British spies lined up for trial
British spies lined up for trial
mi5.jpg

An extraordinary thirty-five MI5 agents are to be called to court to give evidence evidence behind screens against three men accused of dissident republican activity.

The spies will be allowed to give their evidence behind screens to protect their identities at Belfast crown court.

The court was told that British Crown forces had gathered 90 hours of bugged conversations of the three men.

The charges involve conspiring to possess arms and membership of an illegal organisation. There also charges of making a Portuguese restaurant “available for terrorism”.

It is understood that the legal papers are “voluminous” and the tapes will take months to transcribe.

The full trial, which will begin in April, is expected to last three months.

MONEY FOR INFORMERS

Meanwhile, a prominent Belfast republican has said Special Branch officers followed him on holiday to Spain and attempted to recruit him as an agent, offering a huge sum of money if he informed on dissidents.

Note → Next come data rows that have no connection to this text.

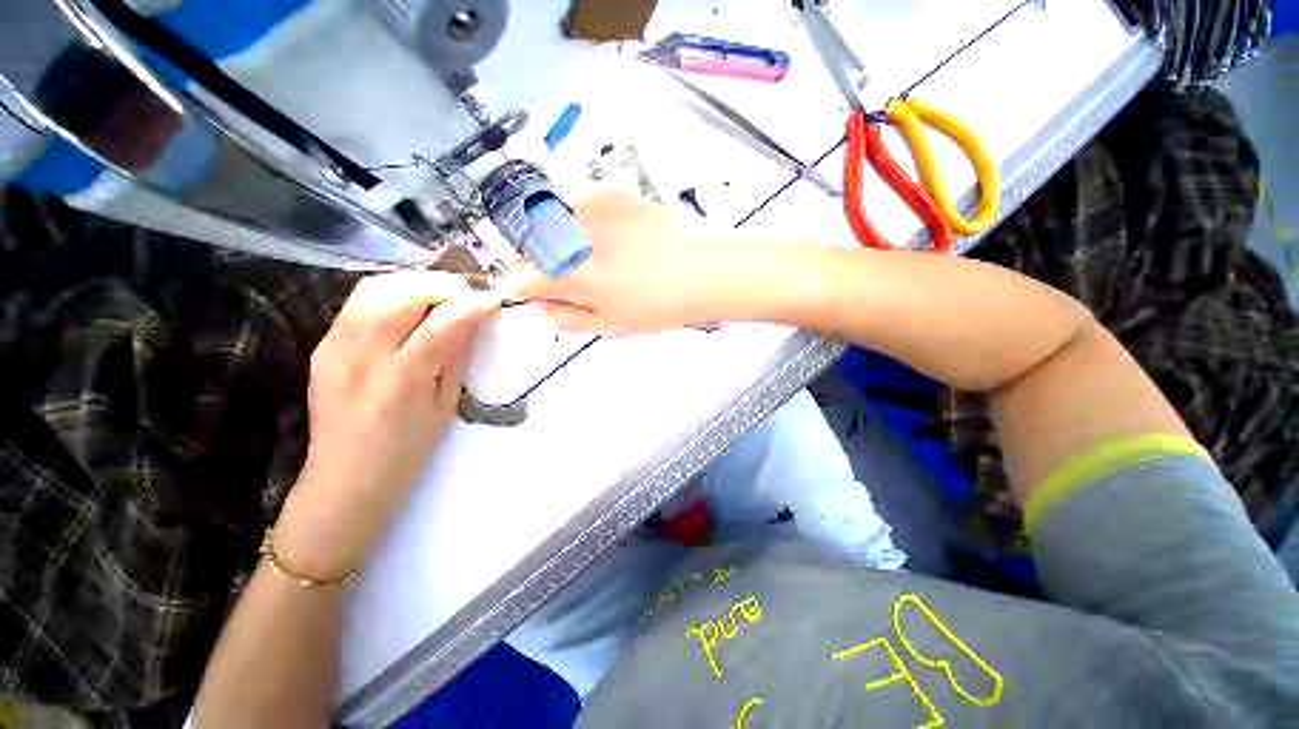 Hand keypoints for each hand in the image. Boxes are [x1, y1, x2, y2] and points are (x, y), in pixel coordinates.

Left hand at [273, 271, 498, 579]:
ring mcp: (334, 348)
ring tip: (437, 294)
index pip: (442, 324)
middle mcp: (362, 356)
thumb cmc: (407, 450)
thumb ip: (456, 357)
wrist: (346, 479)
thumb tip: (471, 320)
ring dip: (412, 283)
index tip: (493, 298)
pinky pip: (357, 304)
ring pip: (372, 289)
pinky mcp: (321, 346)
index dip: (472, 305)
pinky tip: (407, 308)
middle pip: (400, 294)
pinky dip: (388, 295)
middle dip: (440, 285)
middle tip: (464, 293)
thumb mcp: (445, 406)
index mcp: (402, 379)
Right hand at [511, 193, 737, 333]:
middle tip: (561, 275)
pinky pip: (577, 201)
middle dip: (534, 262)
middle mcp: (574, 238)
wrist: (702, 271)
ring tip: (586, 254)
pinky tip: (603, 234)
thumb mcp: (613, 326)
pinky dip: (578, 218)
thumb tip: (543, 312)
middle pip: (526, 245)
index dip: (518, 287)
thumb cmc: (661, 305)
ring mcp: (592, 210)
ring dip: (554, 238)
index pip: (519, 278)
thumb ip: (570, 319)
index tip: (527, 291)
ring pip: (547, 220)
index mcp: (573, 277)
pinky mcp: (611, 194) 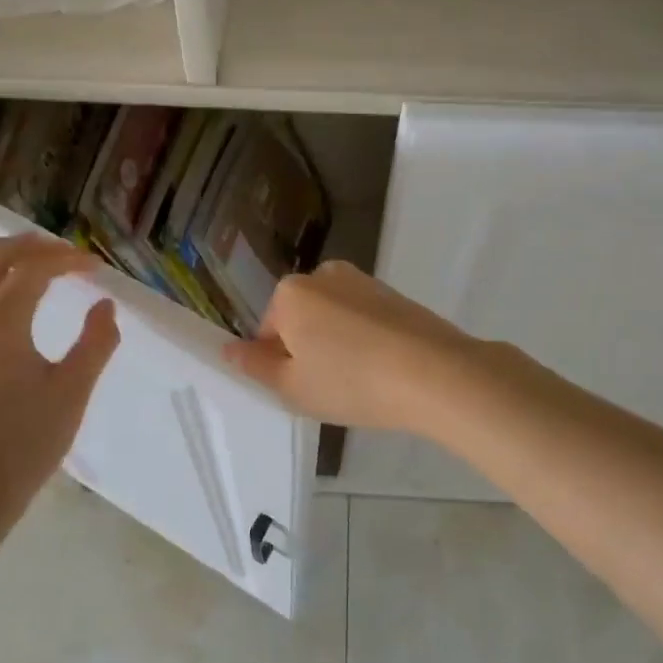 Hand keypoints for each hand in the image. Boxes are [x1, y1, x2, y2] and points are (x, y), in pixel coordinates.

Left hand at [0, 234, 120, 507]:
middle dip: (29, 246)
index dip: (67, 261)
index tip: (96, 270)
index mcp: (1, 323)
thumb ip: (95, 342)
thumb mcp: (73, 391)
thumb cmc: (26, 443)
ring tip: (27, 263)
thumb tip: (105, 306)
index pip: (34, 269)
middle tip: (64, 255)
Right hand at [223, 260, 478, 432]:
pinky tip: (384, 370)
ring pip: (334, 319)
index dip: (279, 364)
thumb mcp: (292, 386)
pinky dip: (366, 340)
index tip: (301, 388)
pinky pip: (364, 319)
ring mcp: (364, 281)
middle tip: (329, 387)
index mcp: (291, 292)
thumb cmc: (350, 381)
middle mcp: (324, 274)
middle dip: (309, 349)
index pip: (268, 331)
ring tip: (360, 382)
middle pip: (301, 319)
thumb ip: (255, 366)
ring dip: (338, 345)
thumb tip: (229, 350)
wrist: (434, 373)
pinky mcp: (395, 294) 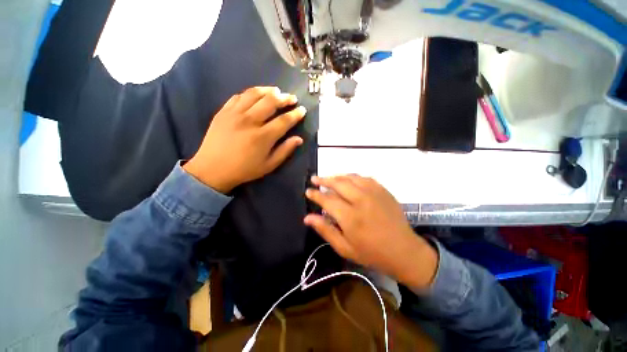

Paul Carson from Ardoyne said he was pursued by two officers for over a mile in the Costa del Sol. He said he refused their requests and hurled abuse at them.

Attempts to recruit informers have greatly increased in recent months.

Carson, a former republican prisoner, claimed he was told money would be ‘no object’ if he worked with them to prevent the group known as ‘Oglaigh na hEireann’, an IRA splinter group, from killing policemen. He said the same Special Branch officers had previously tried to recruit him last month in Belfast International Airport as he prepared to board a flight to Glasgow for a Celtic match.

“I was brought into a small room where these two plain-clothes guys questioned me about my involvement in opposing loyalist parades and in Concerned Families Against Drugs. They said I was well-respected in the area. They said dissidents were going to shoot a police officer coming from a community meeting and I could use my clout to stop it.”

Carson said he was asked to spy on Oglaigh na hEireann, the paramilitary group which last week tried to killed a police officer in Belfast with an under-car bomb and was responsible for leaving a 600lb bomb in Forkill, south Armagh, last month.

“I told the police I’d no such influence with dissidents and anybody claiming otherwise was a gobshite,” he said. Carson said the same Special Branch officers then approached him on 8 October when he was holidaying in the Grangeville Oasis apartments near Mijas on the Costa del Sol.

“They asked me to talk to them in a restaurant down the road, that nobody would know. I told them to f*** off.” Carson said the men kept following him, shouting that they knew he’d carried out murders years ago for which he’d never been convicted.

Carson said he had immediately logged the attempts to recruit him, was pursuing the matter with his lawyer and would be contacting the Police Ombudsman. “It’s important to make these approaches public so the situation is crystal clear,” he said.